Paolo drängte sie nicht weiter, und sie legten den restlichen Weg durch die schmalen, gewundenen Gassen schweigend zurück. Venetia spürte seine Nähe in jeder Faser ihres Seins.

Es war bitterkalt. Der Wind heulte durch die Straßen und schwere Wolken hingen über Venedig wie ein weißer Mantel. Als sie die Haltestelle des Wassertaxis erreichten, fielen die ersten Schneeflocken. Ein paar Gondeln, deren hohe Metallschweife bedrohlich aus dem samtigen Nebel stachen, glitten zügig über das sanft schwappende Gewässer.

„Sind Sie sicher, dass ich Sie nicht nach Hause bringen darf? Es sieht nach einem Schneesturm aus, vielleicht hat das vaporetto Verspätung.“ Er sah sie mit einem höflichen, aber vorsichtigen Lächeln an und einen Moment lang bedauerte sie ihre Entschlossenheit, vor ihm davonzulaufen.

Eine neuerliche Zurückweisung wurde Paolos Stolz erspart, als das knirschende Schnurren des Wassertaxis sein träges Eintreffen bekundete.

„Mein Taxi kommt“, sagte Venetia fröhlich. „Ich werde im Handumdrehen zu Hause sein.“

Das Boot tauchte auf und näherte sich der kleinen Haltestelle, bevor es an den Steg stieß.

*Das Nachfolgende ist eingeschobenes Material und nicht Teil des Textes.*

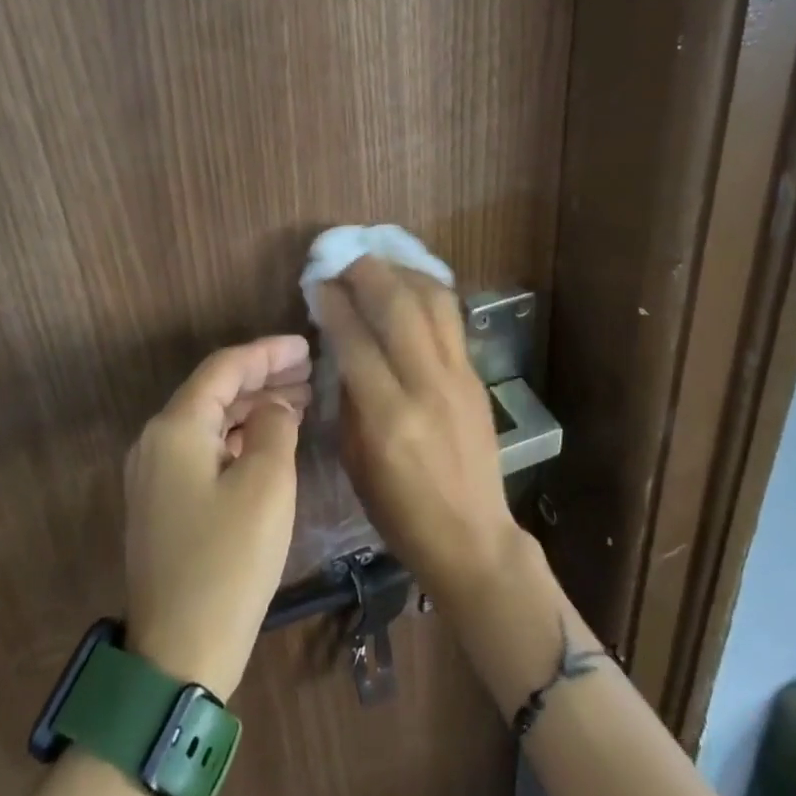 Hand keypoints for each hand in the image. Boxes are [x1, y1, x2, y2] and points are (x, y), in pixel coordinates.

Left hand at [123, 336, 310, 701]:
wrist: (177, 657)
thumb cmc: (229, 562)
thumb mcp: (267, 484)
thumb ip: (276, 427)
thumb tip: (275, 405)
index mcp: (176, 428)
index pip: (224, 368)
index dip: (268, 352)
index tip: (307, 345)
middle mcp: (157, 442)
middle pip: (215, 391)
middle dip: (264, 377)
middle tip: (310, 371)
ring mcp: (156, 475)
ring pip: (211, 421)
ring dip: (254, 407)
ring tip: (301, 399)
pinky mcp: (164, 503)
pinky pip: (205, 449)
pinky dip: (240, 437)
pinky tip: (272, 439)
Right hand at [315, 258, 522, 605]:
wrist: (473, 539)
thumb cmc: (399, 511)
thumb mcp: (355, 459)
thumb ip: (348, 396)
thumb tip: (340, 343)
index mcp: (388, 418)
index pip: (356, 339)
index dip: (334, 302)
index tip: (319, 281)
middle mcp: (427, 387)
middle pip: (399, 307)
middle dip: (368, 272)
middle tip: (345, 257)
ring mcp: (459, 377)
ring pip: (434, 302)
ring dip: (403, 273)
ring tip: (379, 261)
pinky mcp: (477, 377)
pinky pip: (451, 320)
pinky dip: (428, 293)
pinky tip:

„Danke noch mal für Ihre Hilfe, signore“, fuhr sie fort und streckte lächelnd ihre zierliche, perfekt manikürte Hand aus, um sich zu verabschieden. Paolo nahm sie in seine, die groß und warm war, und hielt sie ein wenig länger fest, als üblich gewesen wäre. Hitzewellen durchfuhren Venetia, ihre Sinne plötzlich geschärft durch seine Berührung. Abrupt zog sie ihre Hand zurück.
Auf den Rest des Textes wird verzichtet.